Re: [PATCH v3 00/14] Adding GAUDI NIC code to habanalabs driver
From: Oded Gabbay
Date: Fri Sep 18 2020 - 10:12:39 EST
On Fri, Sep 18, 2020 at 4:59 PM Jason Gunthorpe <jgg@xxxxxxxx> wrote:
> On Fri, Sep 18, 2020 at 04:49:25PM +0300, Oded Gabbay wrote:
> > On Fri, Sep 18, 2020 at 4:26 PM Jason Gunthorpe <jgg@xxxxxxxx> wrote:
> > >
> > > On Fri, Sep 18, 2020 at 04:02:24PM +0300, Oded Gabbay wrote:
> > >
> > > > The problem with MR is that the API doesn't let us return a new VA. It
> > > > forces us to use the original VA that the Host OS allocated.
> > >
> > > If using the common MR API you'd have to assign a unique linear range
> > > in the single device address map and record both the IOVA and the MMU
> > > VA in the kernel struct.
> > >
> > > Then when submitting work using that MR lkey the kernel will adjust
> > > the work VA using the equation (WORK_VA - IOVA) + MMU_VA before
> > > forwarding to HW.
> > >
> > We can't do that. That will kill the performance. If for every
> > submission I need to modify the packet's contents, the throughput will
> > go downhill.
> You clearly didn't read where I explained there is a fast path and
> slow path expectation.
> > Also, submissions to our RDMA qmans are coupled with submissions to
> > our DMA/Compute QMANs. We can't separate those to different API calls.

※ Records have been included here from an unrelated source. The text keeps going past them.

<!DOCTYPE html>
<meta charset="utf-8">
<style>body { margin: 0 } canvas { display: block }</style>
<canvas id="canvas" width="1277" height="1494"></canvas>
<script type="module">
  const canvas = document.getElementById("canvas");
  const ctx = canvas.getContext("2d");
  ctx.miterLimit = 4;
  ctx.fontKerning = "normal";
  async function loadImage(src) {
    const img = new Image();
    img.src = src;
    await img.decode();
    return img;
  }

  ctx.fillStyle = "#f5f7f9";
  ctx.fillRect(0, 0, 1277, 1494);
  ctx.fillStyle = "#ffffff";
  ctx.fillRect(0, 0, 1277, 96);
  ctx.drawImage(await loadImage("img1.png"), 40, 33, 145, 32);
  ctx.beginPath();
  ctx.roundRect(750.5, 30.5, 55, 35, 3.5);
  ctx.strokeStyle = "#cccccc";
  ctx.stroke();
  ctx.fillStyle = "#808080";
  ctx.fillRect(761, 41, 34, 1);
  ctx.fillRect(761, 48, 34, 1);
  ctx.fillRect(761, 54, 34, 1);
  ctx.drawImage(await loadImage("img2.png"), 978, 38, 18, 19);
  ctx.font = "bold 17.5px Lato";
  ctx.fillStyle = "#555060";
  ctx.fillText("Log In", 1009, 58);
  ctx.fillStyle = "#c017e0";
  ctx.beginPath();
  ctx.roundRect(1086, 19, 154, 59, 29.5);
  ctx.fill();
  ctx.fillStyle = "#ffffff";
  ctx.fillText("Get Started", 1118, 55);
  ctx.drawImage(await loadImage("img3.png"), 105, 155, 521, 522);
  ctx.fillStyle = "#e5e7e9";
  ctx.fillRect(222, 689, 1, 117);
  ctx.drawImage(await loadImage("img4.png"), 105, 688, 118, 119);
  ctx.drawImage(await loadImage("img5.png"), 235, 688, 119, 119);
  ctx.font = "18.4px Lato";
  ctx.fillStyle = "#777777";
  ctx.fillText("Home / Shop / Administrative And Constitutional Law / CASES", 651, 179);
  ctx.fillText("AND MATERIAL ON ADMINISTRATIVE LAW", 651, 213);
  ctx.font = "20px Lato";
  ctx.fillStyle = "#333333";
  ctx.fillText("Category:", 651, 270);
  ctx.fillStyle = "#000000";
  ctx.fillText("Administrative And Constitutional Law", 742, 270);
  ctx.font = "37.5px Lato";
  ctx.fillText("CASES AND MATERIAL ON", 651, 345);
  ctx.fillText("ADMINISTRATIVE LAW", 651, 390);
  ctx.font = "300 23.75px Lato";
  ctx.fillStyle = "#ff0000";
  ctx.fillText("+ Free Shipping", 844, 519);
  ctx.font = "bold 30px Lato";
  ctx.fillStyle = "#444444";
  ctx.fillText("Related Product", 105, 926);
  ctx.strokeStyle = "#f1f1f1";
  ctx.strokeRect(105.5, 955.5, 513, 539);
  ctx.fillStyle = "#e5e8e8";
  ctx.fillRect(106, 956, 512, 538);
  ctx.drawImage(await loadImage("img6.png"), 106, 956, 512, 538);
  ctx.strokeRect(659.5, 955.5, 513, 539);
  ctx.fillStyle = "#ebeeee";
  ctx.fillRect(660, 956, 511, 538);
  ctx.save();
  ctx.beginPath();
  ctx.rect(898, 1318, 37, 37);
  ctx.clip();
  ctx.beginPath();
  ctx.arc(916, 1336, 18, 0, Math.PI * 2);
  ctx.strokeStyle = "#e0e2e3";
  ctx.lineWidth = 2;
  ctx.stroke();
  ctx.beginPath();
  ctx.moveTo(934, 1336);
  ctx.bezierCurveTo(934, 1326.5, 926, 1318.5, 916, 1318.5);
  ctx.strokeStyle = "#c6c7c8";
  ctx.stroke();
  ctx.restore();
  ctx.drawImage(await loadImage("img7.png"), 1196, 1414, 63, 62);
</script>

> > That will also kill performance and in addition, will prevent us from
> > synchronizing all the engines.
> Not sure I see why this is a problem. I already explained the fast
> device specific path.
> As long as the kernel maintains proper security when it processes
> submissions the driver can allow objects to cross between the two
Can you please explain what you mean by "two domains" ?
You mean the RDMA and compute domains ? Or something else ?
What I was trying to say is that I don't want the application to split
its submissions to different system calls.
Currently we perform submissions through the CS_IOCTL that is defined
in our driver. It is a single IOCTL which allows the user to submit
work to all queues, without regard to the underlying engine of each
If I need to split that to different system calls it will have major
implications. I don't even want to start thinking about all the
synchronization at the host (userspace) level that I will need to do.
That's what I meant by saying that you force me to treat my device as
if it were multiple devices. The whole point of our ASIC is to combine
multiple IPs on the same ASIC.
What will happen when we will add a third domain to our device (e.g.
storage, video decoding, encryption engine, whatever). Will I then
need to separate submissions to 3 different system calls ? In 3
different subsystems ? This doesn't scale. And I strongly say that it
will kill the performance of the device. Not because of the driver.
Because of the complications to the user-space.